§ **Goal of the exercise**: Go through the entries below and collect each line with the string "dead" in it.

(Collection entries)

^^^^^^^^

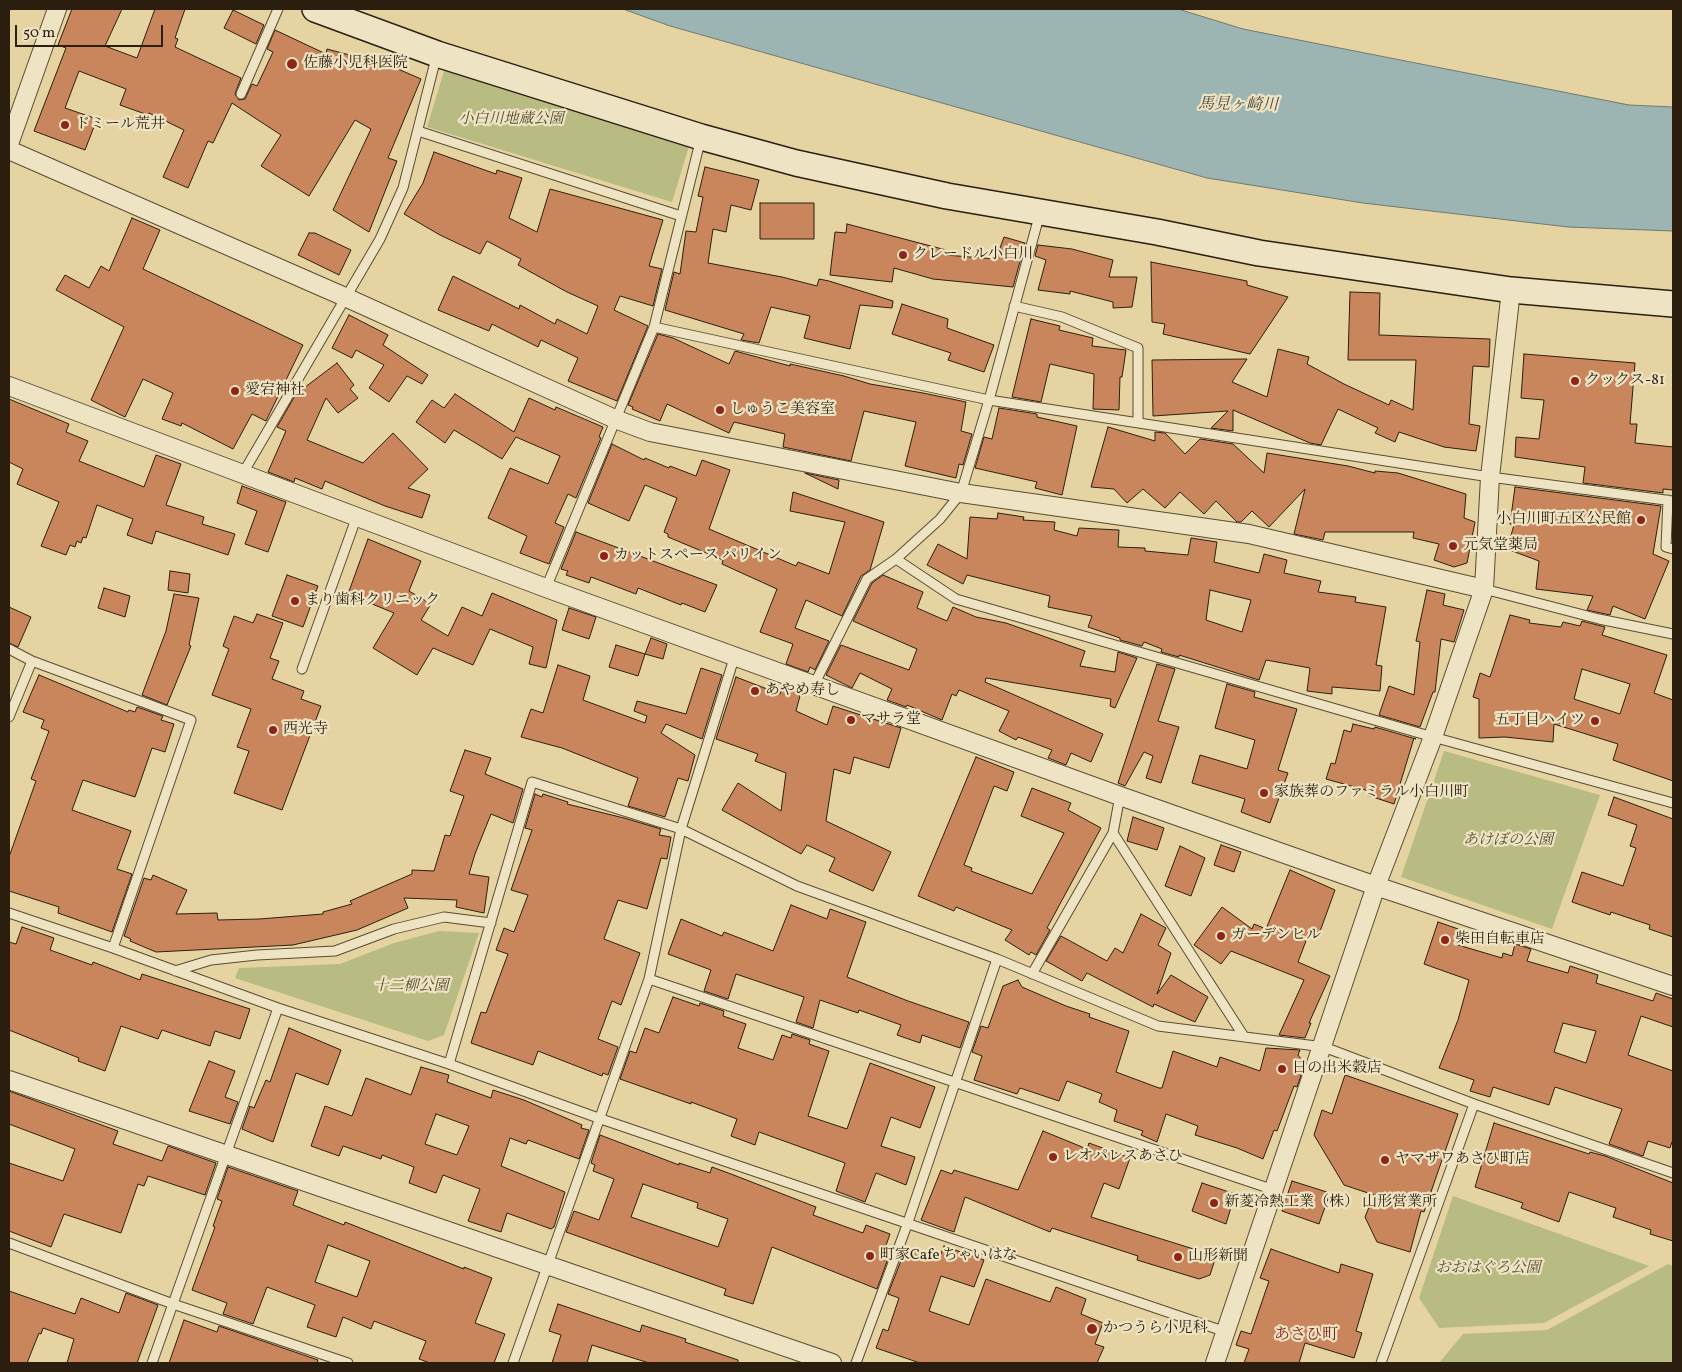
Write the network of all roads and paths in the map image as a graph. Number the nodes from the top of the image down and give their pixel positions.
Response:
1 (57, 9) edge
2 (278, 9) edge
3 (315, 9) edge
4 (437, 54) junction
5 (242, 94) dead end
6 (418, 131) junction
7 (701, 137) junction
8 (9, 144) edge
9 (9, 150) edge
10 (1040, 213) junction
11 (681, 216) junction
12 (1510, 290) junction
13 (345, 297) junction
14 (1673, 304) edge
15 (1014, 306) junction
16 (654, 327) junction
17 (9, 386) edge
18 (989, 400) junction
19 (615, 419) junction
20 (1138, 423) junction
21 (243, 473) junction
22 (1490, 477) junction
23 (961, 493) junction
24 (1671, 500) edge
25 (357, 516) junction
26 (1673, 549) edge
27 (896, 559) junction
28 (546, 588) junction
29 (1484, 589) junction
30 (1673, 634) edge
31 (9, 649) edge
32 (735, 655) junction
33 (32, 661) junction
34 (302, 669) dead end
35 (814, 685) junction
36 (9, 717) edge
37 (1433, 737) junction
38 (1120, 796) junction
39 (1673, 803) edge
40 (681, 830) junction
41 (1113, 833) junction
42 (1376, 886) junction
43 (9, 913) edge
44 (491, 923) junction
45 (113, 948) junction
46 (997, 959) junction
47 (174, 971) junction
48 (1032, 974) junction
49 (649, 979) junction
50 (1673, 986) edge
51 (278, 1008) junction
52 (1243, 1036) junction
53 (1324, 1047) junction
54 (449, 1064) junction
55 (9, 1080) edge
56 (955, 1083) junction
57 (1474, 1104) junction
58 (600, 1119) junction
59 (226, 1155) junction
60 (1673, 1173) edge
61 (1274, 1190) junction
62 (907, 1225) junction
63 (9, 1243) edge
64 (547, 1266) junction
65 (173, 1304) junction
66 (1226, 1332) junction
67 (152, 1363) edge
68 (348, 1363) edge
69 (513, 1363) edge
70 (832, 1363) edge
71 (856, 1363) edge
72 (1215, 1363) edge
73 (1382, 1363) edge

1 - 8 street
2 - 5 lane
3 - 4 street
4 - 6 lane
4 - 7 street
6 - 11 lane
6 - 13 lane
7 - 10 street
7 - 11 lane
9 - 13 street
10 - 12 street
10 - 15 lane
11 - 16 lane
12 - 14 street
12 - 22 street
13 - 19 street
13 - 21 lane
15 - 18 lane
15 - 20 lane
16 - 18 lane
16 - 19 lane
17 - 21 street
18 - 20 lane
18 - 23 lane
19 - 23 street
19 - 28 lane
20 - 22 lane
21 - 25 street
22 - 24 lane
22 - 29 street
23 - 27 lane
23 - 29 street
24 - 26 lane
25 - 28 street
25 - 34 lane
27 - 35 lane
27 - 37 lane
28 - 32 street
29 - 30 lane
29 - 37 street
31 - 33 lane
32 - 35 street
32 - 40 lane
33 - 36 lane
33 - 45 lane
35 - 38 street
37 - 39 lane
37 - 42 street
38 - 41 lane
38 - 42 street
40 - 44 lane
40 - 46 lane
40 - 49 lane
41 - 48 lane
41 - 52 lane
42 - 50 street
42 - 53 street
43 - 45 lane
44 - 47 lane
44 - 54 lane
45 - 47 lane
46 - 48 lane
46 - 56 lane
47 - 51 lane
48 - 52 lane
49 - 56 lane
49 - 58 lane
51 - 54 lane
51 - 59 lane
52 - 53 lane
53 - 57 lane
53 - 61 street
54 - 58 lane
55 - 59 street
56 - 61 lane
56 - 62 lane
57 - 60 lane
57 - 73 lane
58 - 62 lane
58 - 64 lane
59 - 64 street
59 - 65 lane
61 - 66 street
62 - 66 lane
62 - 71 lane
63 - 65 lane
64 - 69 lane
64 - 70 street
65 - 67 lane
65 - 68 lane
66 - 72 street

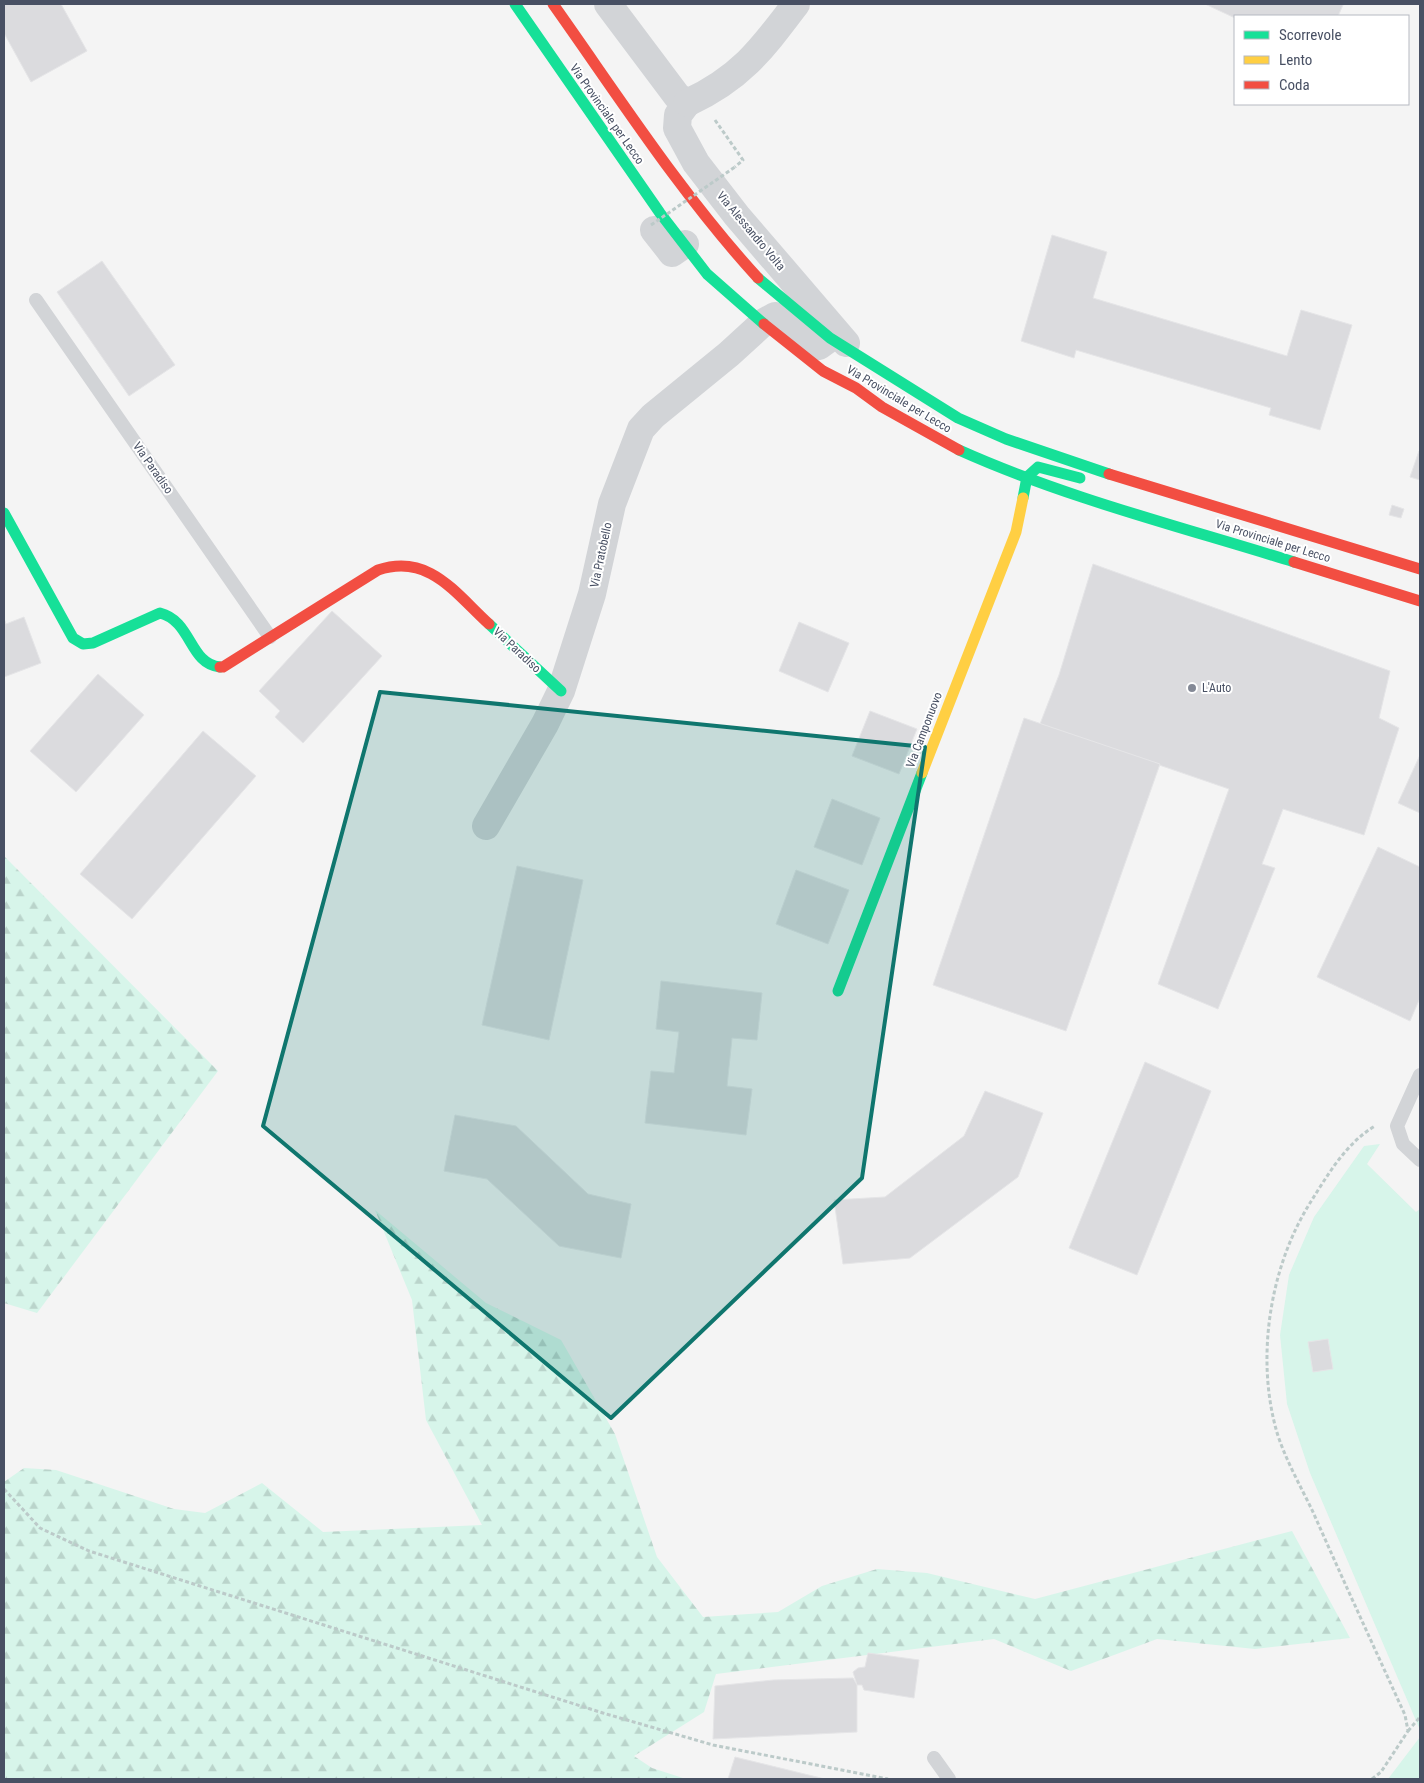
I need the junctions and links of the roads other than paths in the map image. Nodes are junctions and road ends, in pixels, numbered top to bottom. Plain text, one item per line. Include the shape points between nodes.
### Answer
1 (515, 4) edge
2 (553, 4) edge
3 (608, 4) edge
4 (796, 4) edge
5 (693, 100) junction
6 (652, 227) road end
7 (685, 244) junction
8 (36, 300) dead end
9 (764, 322) junction
10 (840, 344) junction
11 (1027, 477) junction
12 (1089, 481) dead end
13 (1147, 484) junction
14 (1131, 493) dead end
15 (4, 513) edge
16 (1420, 569) edge
17 (1420, 601) edge
18 (270, 637) junction
19 (561, 691) junction
20 (486, 826) dead end
21 (838, 991) dead end
22 (1420, 1074) edge
23 (1420, 1160) edge
24 (934, 1758) dead end
25 (949, 1779) edge

1 - 7 main road, Via Provinciale per Lecco
2 - 10 main road, Via Provinciale per Lecco via 686,192 728,245 758,278
3 - 5 street via 678,96
4 - 5 street via 750,62 737,74
5 - 10 street, Via Alessandro Volta via 678,115 677,128 696,163
6 - 7 street via 672,253
7 - 9 main road, Via Provinciale per Lecco via 707,274 743,308
8 - 18 lane, Via Paradiso
9 - 10 street via 775,316 796,334 819,346
9 - 11 main road, Via Provinciale per Lecco via 823,371 856,388 882,407 945,443
9 - 19 street, Via Pratobello via 641,429 612,504 592,594
10 - 13 main road, Via Provinciale per Lecco via 958,418 1016,443
11 - 12 main road via 1038,467
11 - 17 main road, Via Provinciale per Lecco
11 - 21 main road, Via Camponuovo via 1016,532
13 - 14 main road
13 - 16 main road, Via Provinciale per Lecco
15 - 18 main road, Via Paradiso via 78,642 93,643 160,613 166,614 177,622 205,664 216,668 223,667
18 - 19 main road, Via Paradiso via 378,570 411,564 435,574
19 - 20 street, Via Pratobello
22 - 23 lane via 1397,1126 1403,1144
24 - 25 lane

^^^^^^^^

§ **Completed exercise**:
5 (242, 94) dead end
34 (302, 669) dead end
8 (36, 300) dead end
12 (1089, 481) dead end
14 (1131, 493) dead end
20 (486, 826) dead end
21 (838, 991) dead end
24 (934, 1758) dead end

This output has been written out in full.